It’s also instructive to see an example of when the theorem does not apply, because that’s just as useful in practice.

Take \(n = 15\), which is composite, and \(a = 2\). If 15 were prime, FLT would suggest
[
2^{14} \equiv 1 \pmod{15}.
]

Compute stepwise:

  • \(2^2 = 4\)
  • \(2^4 = 16 \equiv 1 \pmod{15}\)
  • \(2^8 = 1^2 = 1 \pmod{15}\)
  • \(2^{14} = 2^8 \cdot 2^4 \cdot 2^2 \equiv 1 \cdot 1 \cdot 4 = 4 \pmod{15}.\)

We get 4, not 1, so 15 immediately fails this Fermat-style test for base 2 and is confirmed composite. This is exactly how the Fermat primality test works as a fast filter: it looks for violations of the FLT pattern.


FAQ: common questions about examples of Fermat’s Little Theorem

What are some quick classroom-style examples of Fermat’s Little Theorem?

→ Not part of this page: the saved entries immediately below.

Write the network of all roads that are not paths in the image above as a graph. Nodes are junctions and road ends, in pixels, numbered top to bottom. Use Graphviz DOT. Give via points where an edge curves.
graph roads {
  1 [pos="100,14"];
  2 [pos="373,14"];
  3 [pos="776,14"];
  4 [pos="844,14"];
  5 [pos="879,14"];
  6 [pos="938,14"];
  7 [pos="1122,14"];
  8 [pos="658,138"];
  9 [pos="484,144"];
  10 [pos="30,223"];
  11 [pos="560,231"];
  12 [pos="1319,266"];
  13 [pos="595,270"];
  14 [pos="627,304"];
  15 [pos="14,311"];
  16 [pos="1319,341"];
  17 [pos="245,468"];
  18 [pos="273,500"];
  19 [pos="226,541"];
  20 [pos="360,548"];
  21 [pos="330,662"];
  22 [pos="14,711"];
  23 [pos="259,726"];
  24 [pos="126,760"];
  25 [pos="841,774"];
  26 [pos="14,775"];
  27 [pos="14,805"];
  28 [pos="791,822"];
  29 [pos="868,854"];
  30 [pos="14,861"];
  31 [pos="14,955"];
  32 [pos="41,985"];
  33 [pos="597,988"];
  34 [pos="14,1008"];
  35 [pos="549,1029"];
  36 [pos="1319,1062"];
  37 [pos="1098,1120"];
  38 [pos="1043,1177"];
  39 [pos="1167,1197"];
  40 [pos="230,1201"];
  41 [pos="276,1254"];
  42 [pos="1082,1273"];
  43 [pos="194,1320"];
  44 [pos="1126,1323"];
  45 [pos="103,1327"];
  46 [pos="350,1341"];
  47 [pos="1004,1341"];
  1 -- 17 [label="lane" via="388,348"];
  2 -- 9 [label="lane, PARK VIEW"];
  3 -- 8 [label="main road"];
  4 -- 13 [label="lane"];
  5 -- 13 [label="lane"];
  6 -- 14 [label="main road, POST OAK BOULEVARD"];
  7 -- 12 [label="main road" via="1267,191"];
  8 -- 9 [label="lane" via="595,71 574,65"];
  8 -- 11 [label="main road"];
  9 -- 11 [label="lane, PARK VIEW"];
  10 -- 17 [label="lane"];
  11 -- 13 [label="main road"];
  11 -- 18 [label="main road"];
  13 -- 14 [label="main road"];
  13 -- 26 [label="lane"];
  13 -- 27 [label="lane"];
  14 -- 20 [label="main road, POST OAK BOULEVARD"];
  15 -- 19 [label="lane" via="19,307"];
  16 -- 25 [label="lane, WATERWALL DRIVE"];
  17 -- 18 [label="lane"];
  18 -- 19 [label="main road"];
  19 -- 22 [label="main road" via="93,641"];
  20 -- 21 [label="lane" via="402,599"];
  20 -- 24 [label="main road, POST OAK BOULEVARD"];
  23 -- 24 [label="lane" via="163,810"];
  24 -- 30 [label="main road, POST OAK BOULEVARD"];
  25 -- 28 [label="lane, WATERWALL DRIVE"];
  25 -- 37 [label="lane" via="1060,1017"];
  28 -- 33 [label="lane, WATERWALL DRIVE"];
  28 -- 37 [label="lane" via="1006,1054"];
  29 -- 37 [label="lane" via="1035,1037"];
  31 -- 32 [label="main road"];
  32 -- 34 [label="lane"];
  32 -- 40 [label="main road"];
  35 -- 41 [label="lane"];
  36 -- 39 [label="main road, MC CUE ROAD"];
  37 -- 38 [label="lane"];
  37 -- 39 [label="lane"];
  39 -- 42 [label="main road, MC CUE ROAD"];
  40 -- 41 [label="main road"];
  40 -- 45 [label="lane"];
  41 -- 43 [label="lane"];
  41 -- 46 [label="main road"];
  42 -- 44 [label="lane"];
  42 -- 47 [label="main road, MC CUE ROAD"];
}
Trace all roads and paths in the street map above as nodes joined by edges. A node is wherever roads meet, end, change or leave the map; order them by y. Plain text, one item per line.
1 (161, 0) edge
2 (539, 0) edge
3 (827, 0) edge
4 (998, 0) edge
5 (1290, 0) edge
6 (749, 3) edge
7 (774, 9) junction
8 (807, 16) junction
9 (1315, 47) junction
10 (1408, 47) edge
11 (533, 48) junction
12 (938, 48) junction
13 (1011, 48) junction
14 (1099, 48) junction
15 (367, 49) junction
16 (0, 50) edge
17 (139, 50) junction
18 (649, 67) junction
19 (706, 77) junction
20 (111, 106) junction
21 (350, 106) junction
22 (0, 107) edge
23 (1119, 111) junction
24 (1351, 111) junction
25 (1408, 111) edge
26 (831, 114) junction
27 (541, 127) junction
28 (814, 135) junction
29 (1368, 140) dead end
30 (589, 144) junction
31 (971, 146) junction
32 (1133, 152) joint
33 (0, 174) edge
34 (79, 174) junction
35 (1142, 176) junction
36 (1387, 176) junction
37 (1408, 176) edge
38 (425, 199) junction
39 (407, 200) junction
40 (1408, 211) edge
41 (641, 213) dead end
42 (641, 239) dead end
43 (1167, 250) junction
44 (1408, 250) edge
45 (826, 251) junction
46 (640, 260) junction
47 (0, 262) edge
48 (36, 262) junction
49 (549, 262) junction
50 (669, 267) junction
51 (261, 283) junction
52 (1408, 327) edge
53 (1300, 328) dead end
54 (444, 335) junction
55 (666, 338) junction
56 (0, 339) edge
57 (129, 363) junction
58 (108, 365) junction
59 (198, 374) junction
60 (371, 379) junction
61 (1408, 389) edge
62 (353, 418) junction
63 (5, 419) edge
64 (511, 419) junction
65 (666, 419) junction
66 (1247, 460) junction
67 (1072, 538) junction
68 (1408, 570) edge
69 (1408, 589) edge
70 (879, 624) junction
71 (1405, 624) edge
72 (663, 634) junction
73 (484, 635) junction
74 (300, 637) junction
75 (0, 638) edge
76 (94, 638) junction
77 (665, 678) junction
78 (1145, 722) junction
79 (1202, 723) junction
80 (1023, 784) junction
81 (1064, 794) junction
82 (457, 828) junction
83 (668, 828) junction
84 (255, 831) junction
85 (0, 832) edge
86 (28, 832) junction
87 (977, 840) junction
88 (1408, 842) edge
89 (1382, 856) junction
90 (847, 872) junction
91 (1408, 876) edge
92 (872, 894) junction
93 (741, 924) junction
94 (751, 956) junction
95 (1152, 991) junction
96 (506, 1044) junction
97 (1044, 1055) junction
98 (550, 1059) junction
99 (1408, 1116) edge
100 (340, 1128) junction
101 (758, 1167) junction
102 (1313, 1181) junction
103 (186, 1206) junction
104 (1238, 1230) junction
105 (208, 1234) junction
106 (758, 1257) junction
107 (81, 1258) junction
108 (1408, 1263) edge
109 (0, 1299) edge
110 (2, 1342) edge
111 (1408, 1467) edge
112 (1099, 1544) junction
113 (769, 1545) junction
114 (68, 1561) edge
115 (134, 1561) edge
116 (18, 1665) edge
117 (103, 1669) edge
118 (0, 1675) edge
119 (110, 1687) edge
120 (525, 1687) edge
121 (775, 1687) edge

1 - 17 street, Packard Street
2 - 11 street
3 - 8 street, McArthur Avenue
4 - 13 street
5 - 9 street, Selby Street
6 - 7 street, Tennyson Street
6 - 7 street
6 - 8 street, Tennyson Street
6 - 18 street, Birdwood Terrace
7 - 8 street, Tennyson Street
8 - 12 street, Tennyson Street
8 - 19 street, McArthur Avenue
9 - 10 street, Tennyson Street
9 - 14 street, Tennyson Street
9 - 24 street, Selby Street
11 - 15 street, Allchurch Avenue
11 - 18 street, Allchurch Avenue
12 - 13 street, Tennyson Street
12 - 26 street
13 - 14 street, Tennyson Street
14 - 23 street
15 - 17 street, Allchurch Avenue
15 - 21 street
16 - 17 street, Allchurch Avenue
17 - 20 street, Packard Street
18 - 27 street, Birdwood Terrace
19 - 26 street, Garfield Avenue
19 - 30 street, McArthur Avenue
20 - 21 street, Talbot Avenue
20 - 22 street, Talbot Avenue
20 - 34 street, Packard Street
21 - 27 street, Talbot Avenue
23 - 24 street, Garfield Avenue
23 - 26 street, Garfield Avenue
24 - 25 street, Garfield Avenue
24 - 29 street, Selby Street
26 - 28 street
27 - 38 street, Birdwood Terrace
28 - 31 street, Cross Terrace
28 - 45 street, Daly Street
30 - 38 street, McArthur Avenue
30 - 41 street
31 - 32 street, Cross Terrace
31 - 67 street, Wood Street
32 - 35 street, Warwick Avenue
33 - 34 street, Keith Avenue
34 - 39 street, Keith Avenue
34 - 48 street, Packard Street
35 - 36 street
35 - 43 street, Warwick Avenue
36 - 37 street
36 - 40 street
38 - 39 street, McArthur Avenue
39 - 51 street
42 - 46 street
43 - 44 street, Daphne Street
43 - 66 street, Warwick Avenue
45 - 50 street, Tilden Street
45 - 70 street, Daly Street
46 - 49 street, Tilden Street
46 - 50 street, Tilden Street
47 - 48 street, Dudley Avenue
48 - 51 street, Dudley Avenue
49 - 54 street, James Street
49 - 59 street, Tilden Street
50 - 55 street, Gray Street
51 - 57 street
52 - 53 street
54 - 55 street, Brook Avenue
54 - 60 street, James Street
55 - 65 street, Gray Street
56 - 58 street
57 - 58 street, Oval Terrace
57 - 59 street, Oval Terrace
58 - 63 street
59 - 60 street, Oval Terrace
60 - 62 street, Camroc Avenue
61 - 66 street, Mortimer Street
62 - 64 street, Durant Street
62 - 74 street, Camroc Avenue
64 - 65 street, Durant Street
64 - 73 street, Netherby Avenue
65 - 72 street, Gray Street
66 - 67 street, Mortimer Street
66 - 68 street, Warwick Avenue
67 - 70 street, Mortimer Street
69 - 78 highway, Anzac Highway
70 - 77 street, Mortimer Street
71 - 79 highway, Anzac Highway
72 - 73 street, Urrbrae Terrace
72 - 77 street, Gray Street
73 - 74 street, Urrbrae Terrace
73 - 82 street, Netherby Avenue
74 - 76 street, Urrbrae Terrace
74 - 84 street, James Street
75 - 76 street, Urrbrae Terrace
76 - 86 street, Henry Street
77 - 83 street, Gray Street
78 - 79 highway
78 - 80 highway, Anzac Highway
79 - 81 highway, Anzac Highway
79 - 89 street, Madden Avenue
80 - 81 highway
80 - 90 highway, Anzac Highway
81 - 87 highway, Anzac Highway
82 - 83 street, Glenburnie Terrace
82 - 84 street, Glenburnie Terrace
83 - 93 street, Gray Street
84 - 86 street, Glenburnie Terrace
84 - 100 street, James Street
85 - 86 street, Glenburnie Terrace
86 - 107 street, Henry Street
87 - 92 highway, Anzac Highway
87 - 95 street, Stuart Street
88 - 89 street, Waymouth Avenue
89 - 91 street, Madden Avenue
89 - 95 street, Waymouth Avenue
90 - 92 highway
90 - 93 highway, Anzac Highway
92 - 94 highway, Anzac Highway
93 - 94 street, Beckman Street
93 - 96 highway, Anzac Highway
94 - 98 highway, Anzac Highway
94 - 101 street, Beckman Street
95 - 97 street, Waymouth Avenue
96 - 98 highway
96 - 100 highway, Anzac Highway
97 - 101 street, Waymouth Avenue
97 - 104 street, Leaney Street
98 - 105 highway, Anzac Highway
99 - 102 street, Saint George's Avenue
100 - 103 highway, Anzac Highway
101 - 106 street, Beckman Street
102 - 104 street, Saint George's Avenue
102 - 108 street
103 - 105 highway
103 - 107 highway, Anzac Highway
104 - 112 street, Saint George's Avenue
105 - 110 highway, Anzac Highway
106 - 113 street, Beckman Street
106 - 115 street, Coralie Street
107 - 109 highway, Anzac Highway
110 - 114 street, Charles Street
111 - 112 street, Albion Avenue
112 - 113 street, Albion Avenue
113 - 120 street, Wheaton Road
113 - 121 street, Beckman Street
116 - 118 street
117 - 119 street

Classic classroom examples include verifying \(2^{10} \equiv 1 \pmod{11}\), checking \(3^{6} \equiv 1 \pmod{7}\), and using \(a^{p-1} \equiv 1 \pmod p\) to show that \(a^{p} \equiv a \pmod p\). These examples of Fermat’s Little Theorem: practical examples help students see the pattern before moving to proofs.

Can you give an example of Fermat’s Little Theorem in cryptography?

A standard example of FLT in cryptography is computing modular inverses for key-related operations: for a prime modulus \(p\), the inverse of \(a\) is \(a^{p-2} \bmod p\). This is used in many public-key schemes and in supporting algorithms like modular inversion in finite fields.

Do real examples of Fermat’s Little Theorem appear in modern software?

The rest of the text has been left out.